— Exercise goal —
Your task is to copy each line of the material that includes "index".

─── Material provided ───

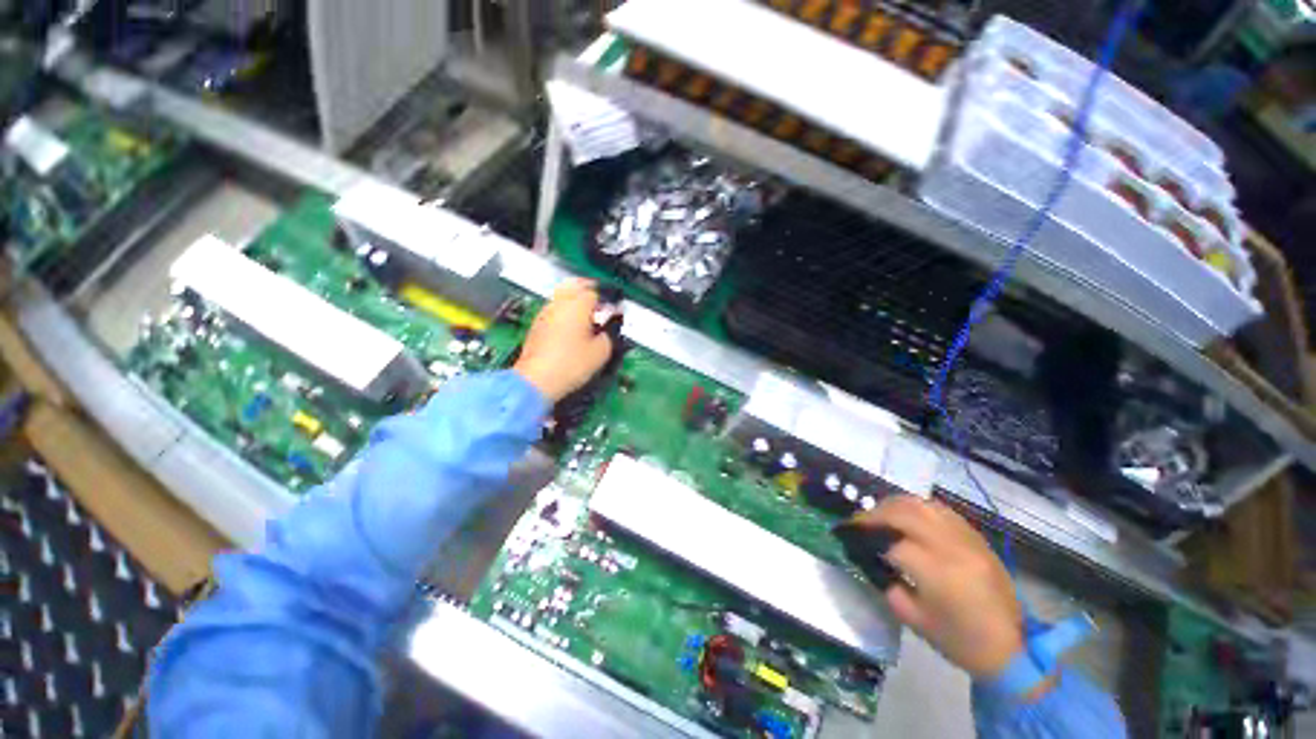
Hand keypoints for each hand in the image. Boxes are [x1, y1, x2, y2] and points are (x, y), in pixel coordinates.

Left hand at [513, 279, 614, 401]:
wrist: (536, 380)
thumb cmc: (569, 364)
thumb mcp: (601, 352)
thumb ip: (610, 333)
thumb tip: (611, 327)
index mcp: (577, 305)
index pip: (596, 292)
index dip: (608, 300)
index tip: (615, 310)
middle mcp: (559, 303)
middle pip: (575, 284)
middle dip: (590, 289)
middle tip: (601, 301)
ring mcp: (545, 313)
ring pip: (562, 295)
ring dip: (576, 298)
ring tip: (588, 313)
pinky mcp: (537, 325)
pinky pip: (554, 309)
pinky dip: (565, 310)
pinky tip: (572, 325)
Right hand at [853, 497, 1022, 677]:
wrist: (1010, 648)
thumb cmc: (957, 640)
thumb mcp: (912, 619)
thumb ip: (885, 583)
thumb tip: (866, 556)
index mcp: (937, 573)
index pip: (889, 540)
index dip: (862, 534)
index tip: (845, 533)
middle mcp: (952, 547)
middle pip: (904, 513)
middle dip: (874, 514)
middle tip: (858, 521)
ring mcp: (967, 538)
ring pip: (921, 505)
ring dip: (893, 505)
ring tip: (879, 515)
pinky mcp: (976, 537)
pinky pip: (939, 509)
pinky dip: (916, 507)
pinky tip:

───

— Your solution —
index mcp: (577, 305)
index pip: (596, 292)
index dip: (608, 300)
index tip: (615, 310)
index mcp: (937, 573)
index pip: (889, 540)
index dip: (862, 534)
index tip: (845, 533)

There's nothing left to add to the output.